『直高の桃太郎−5』

 

高耶の体からは、甘くて優しい桃の香りがしました。

滑らかな肌に手を這わせ、腕の中に閉じ込めたしなやかな身体を、
五本の指と舌を使って思いの限りに味わいながら、直江は夢を見ている心地でした。

ずっと、こうして抱きたかった…

高ぶった熱を押し当てて、そのまま思いを遂げようとした直江は、
切れ切れに聞こえる高耶の声に、動きを止めて唇に耳を寄せました。

「こ…なの…違…おまえ…じゃな…」

直江を見つめる高耶の瞳が、悲しい涙に濡れています。

けれど今の直江には、それさえ甘美な媚薬に思えました。

尖った長い爪で、ツゥと肌を撫でれば、辛そうに眉を顰める顔とは裏腹に、
高耶の吐息が熱くなってゆくのがわかるのです。
それは堪らない快感でした。
愛撫を止めようとしない直江に、高耶は漏れそうになる喘ぎ声を抑えながら、必死に話しかけました。

抱かれるのが嫌なんじゃない。

おまえが元に戻れないなら、それでもいい。
俺がずっと一緒にいて、鬼退治から守ってやる。

だけど…こんなのは嫌だ!

これが本当のおまえの心なら、本気で俺が欲しいなら、
鬼の力なんか使わずに俺を抱けよ!

いつしか高耶は、直江の頭に生えた角にすがって、ポロポロと涙を流していました。

「鬼の…力…」

吹き荒れていた風の音が止み、悄然と呟く直江の声が聞こえました。

「直江…! 正気に戻ったんだな?」 涙に濡れた顔を輝かせ、高耶は思わず直江の瞳を覗き込みました。
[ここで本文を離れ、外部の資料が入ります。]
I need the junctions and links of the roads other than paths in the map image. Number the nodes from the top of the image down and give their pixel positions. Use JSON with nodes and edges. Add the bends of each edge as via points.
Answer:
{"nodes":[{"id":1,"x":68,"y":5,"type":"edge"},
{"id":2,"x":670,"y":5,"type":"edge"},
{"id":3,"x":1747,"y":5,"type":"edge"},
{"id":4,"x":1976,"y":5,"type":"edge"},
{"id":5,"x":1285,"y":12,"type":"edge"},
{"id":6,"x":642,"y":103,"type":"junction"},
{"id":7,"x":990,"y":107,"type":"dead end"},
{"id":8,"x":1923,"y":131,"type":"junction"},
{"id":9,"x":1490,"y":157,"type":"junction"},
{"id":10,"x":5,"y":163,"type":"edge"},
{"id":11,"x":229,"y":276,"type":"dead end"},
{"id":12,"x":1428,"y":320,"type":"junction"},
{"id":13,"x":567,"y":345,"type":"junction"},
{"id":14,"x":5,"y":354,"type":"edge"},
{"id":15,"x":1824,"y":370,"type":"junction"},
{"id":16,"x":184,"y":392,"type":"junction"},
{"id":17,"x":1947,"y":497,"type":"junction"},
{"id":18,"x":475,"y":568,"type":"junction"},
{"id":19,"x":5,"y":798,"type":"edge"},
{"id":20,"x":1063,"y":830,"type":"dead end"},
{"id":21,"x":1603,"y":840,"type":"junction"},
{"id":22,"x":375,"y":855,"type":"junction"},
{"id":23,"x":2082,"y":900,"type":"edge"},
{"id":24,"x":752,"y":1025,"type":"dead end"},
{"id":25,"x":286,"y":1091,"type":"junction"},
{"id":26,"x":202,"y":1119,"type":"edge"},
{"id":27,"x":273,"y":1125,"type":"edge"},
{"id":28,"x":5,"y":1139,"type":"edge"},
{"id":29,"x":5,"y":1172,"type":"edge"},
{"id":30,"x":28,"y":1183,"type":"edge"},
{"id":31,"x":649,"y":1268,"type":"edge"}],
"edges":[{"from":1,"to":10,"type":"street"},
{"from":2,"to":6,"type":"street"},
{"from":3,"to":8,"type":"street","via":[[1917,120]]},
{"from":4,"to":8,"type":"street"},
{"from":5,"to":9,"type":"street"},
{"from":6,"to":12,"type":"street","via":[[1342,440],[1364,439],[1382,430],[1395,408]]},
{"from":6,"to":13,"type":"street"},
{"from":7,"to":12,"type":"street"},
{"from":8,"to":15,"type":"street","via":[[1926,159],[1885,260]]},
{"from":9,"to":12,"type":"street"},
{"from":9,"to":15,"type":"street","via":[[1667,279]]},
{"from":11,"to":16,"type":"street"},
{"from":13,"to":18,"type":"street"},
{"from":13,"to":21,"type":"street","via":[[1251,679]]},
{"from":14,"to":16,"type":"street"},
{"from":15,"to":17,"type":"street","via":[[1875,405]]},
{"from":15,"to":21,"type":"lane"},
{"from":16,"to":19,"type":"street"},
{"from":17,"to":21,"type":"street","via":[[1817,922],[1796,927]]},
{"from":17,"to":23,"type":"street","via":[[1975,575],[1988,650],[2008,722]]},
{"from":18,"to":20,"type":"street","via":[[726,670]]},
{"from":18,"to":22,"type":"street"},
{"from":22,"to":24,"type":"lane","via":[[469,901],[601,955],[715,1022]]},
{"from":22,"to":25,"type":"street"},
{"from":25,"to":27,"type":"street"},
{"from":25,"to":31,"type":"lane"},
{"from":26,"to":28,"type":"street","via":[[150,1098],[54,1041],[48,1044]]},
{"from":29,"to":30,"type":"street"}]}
苦しげに目を逸らした直江は、それでも高耶から身を離そうとはしませんでした。

鬼になってしまったことを今更ながらに自覚しても、
もはや高耶を求める心は抑えられません。
もう元には戻れないのです。

苦悩する直江に、高耶は犬の姿の時いつもしていたように、
首をギュッと抱いて頬を寄せました。

「帰ろう、直江。」

高耶の声と温もりが、直江の胸を優しく悲しく締め付けます。

帰りたい…
でも…

「鬼でも何でも、中身がおまえなら、それでいい。」

高耶の瞳が、まっすぐ直江を見つめます。

「高耶さん…」

「そのまんまでも、いいったらいいんだ!
 ほら、さっさと風を起こせ。鬼ヶ島に戻るぞ。」

赤くなった耳が、言葉の意味を告げています。
直江は万感の思いを込めて高耶を抱き締めると、自分の意志で精一杯の力を振り絞り、風を呼びました。